プログラマーという職種は、AIによる自動化の影響を強く受けています。
コードを書くという行為は、AIから見れば比較的扱いやすいものです。というのも、公開されたコードが膨大にあり、文法も明確で、入力と出力の関係が機械的に定義されているからです。ある報道では、米国において過去2年間で「コンピュータ・プログラマー(computer programmers)」という職種が約27 %減少したとされています。
プログラマーの多くが担ってきた「仕様書をもとにコードを翻訳して実装する」という工程は、手順が安定していて、同じ問題には同じ処理が求められます。こうした内容は、手順が固く、揺らぎが少ないため、AIが比較的高速に習得しやすい領域にあたると考えられます。実際、BLSはこの職種について「2024年から2034年にかけて約6%の減少を見込んでいる」としています。

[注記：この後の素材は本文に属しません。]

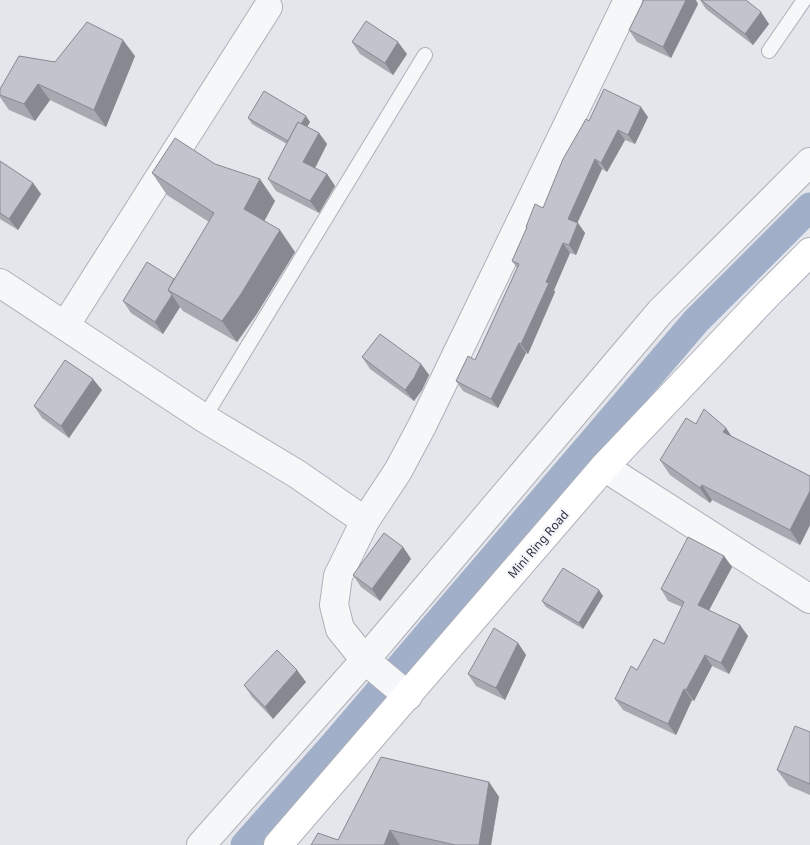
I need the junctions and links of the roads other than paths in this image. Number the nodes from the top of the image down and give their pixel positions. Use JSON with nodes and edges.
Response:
{"nodes":[{"id":1,"x":628,"y":0,"type":"edge"},
{"id":2,"x":804,"y":0,"type":"edge"},
{"id":3,"x":268,"y":7,"type":"dead end"},
{"id":4,"x":769,"y":51,"type":"dead end"},
{"id":5,"x":425,"y":55,"type":"dead end"},
{"id":6,"x":810,"y":162,"type":"edge"},
{"id":7,"x":810,"y":252,"type":"edge"},
{"id":8,"x":0,"y":283,"type":"edge"},
{"id":9,"x":65,"y":326,"type":"junction"},
{"id":10,"x":204,"y":418,"type":"junction"},
{"id":11,"x":604,"y":467,"type":"junction"},
{"id":12,"x":365,"y":521,"type":"junction"},
{"id":13,"x":810,"y":599,"type":"edge"},
{"id":14,"x":372,"y":666,"type":"junction"},
{"id":15,"x":408,"y":696,"type":"junction"},
{"id":16,"x":201,"y":845,"type":"edge"},
{"id":17,"x":278,"y":845,"type":"edge"}],
"edges":[{"from":1,"to":12,"type":"street"},
{"from":2,"to":4,"type":"lane"},
{"from":3,"to":9,"type":"street"},
{"from":5,"to":10,"type":"lane"},
{"from":6,"to":14,"type":"street"},
{"from":7,"to":11,"type":"main road","name":"Mini Ring Road"},
{"from":8,"to":9,"type":"street"},
{"from":9,"to":10,"type":"street"},
{"from":10,"to":12,"type":"street"},
{"from":11,"to":13,"type":"street"},
{"from":11,"to":15,"type":"main road","name":"Mini Ring Road"},
{"from":12,"to":14,"type":"street"},
{"from":14,"to":15,"type":"street"},
{"from":14,"to":16,"type":"street"},
{"from":15,"to":17,"type":"main road","name":"Mini Ring Road"}]}
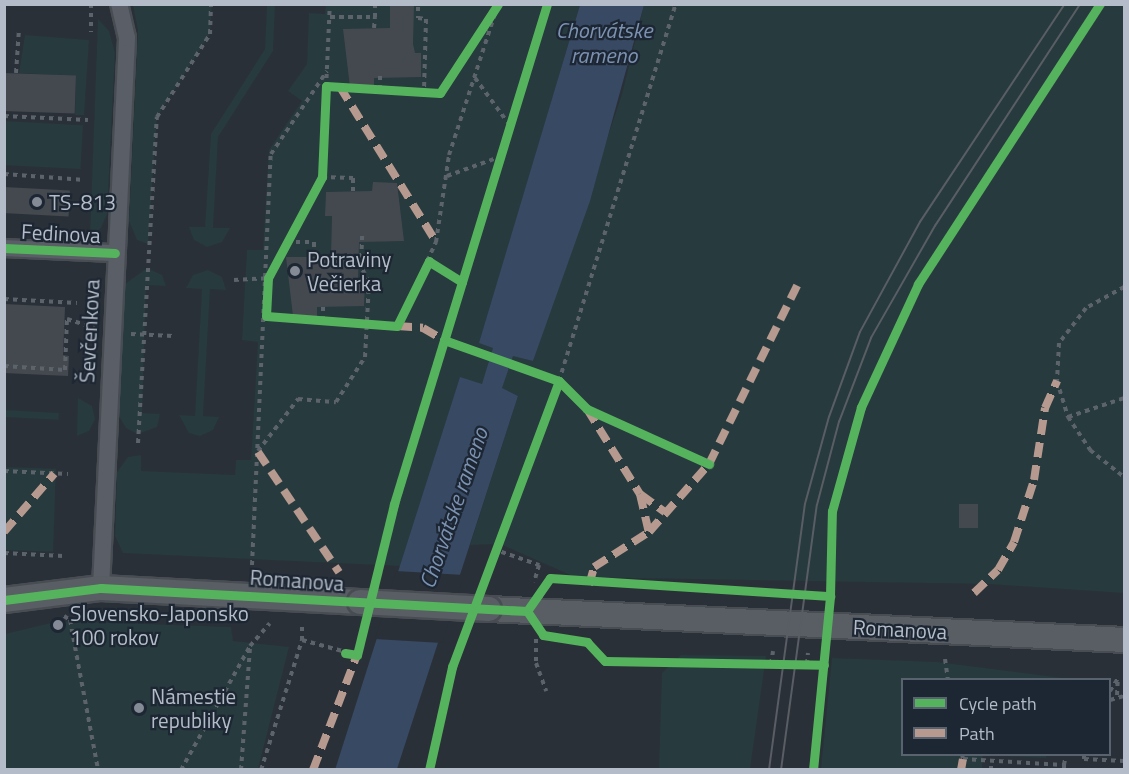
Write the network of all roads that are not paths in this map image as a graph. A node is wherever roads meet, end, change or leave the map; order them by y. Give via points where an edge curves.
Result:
1 (118, 4) edge
2 (4, 248) edge
3 (115, 254) junction
4 (101, 588) junction
5 (4, 600) edge
6 (1125, 640) edge

1 - 3 street, Ševčenkova via 126,38
2 - 3 street, Fedinova
3 - 4 street, Ševčenkova
4 - 5 street, Romanova
4 - 6 street, Romanova, bridge

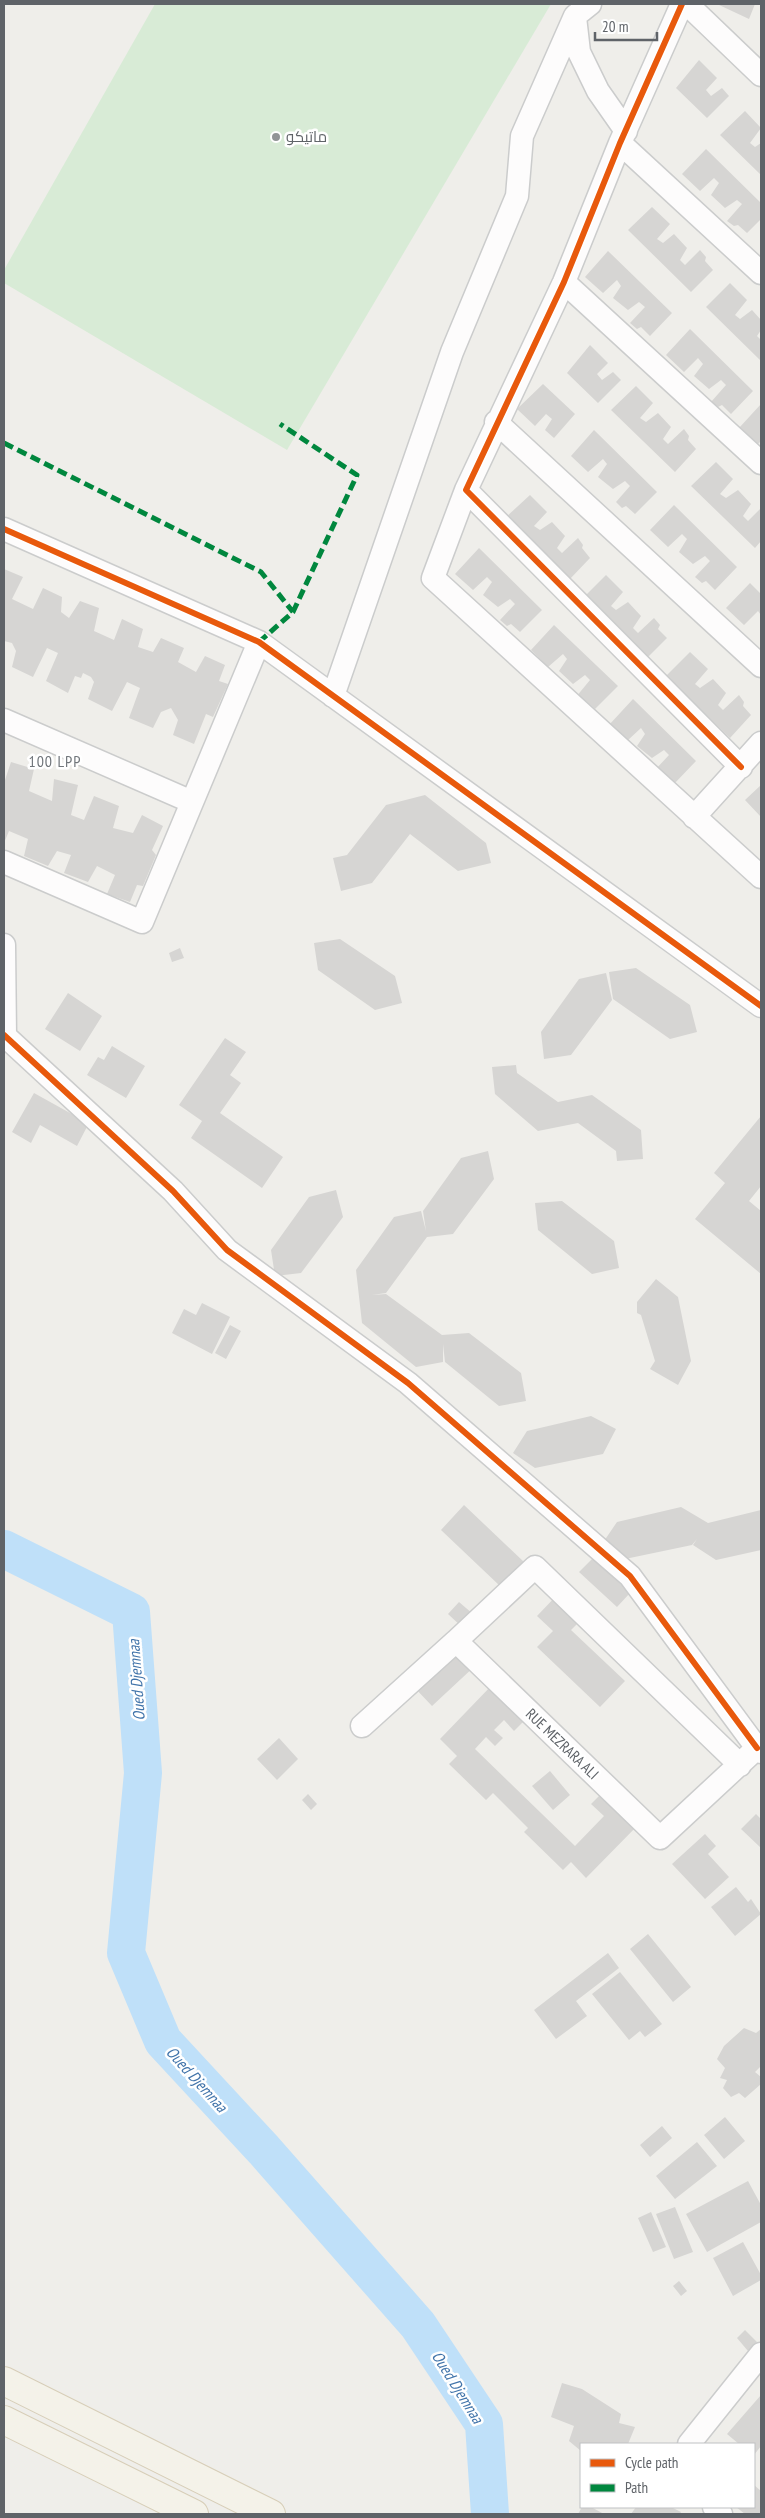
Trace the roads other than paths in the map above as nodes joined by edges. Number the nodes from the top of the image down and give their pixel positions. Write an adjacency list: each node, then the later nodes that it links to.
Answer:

一方で、データサイエンティストという職種は需要が伸びています。BLSによれば、「2024年から2034年にかけて約34%増加する」と見込まれています。データを扱う仕事には「正解があらかじめ決まっているわけではない領域」が多く含まれます。そのためデータは状況や文脈によって意味が変わり、同じ数値でも企業ごとの歴史や文化によって解釈が異なります。分析を通じて意思決定につなげるには、背景理解や課題設定、経営層への説明といった手作業が欠かせません。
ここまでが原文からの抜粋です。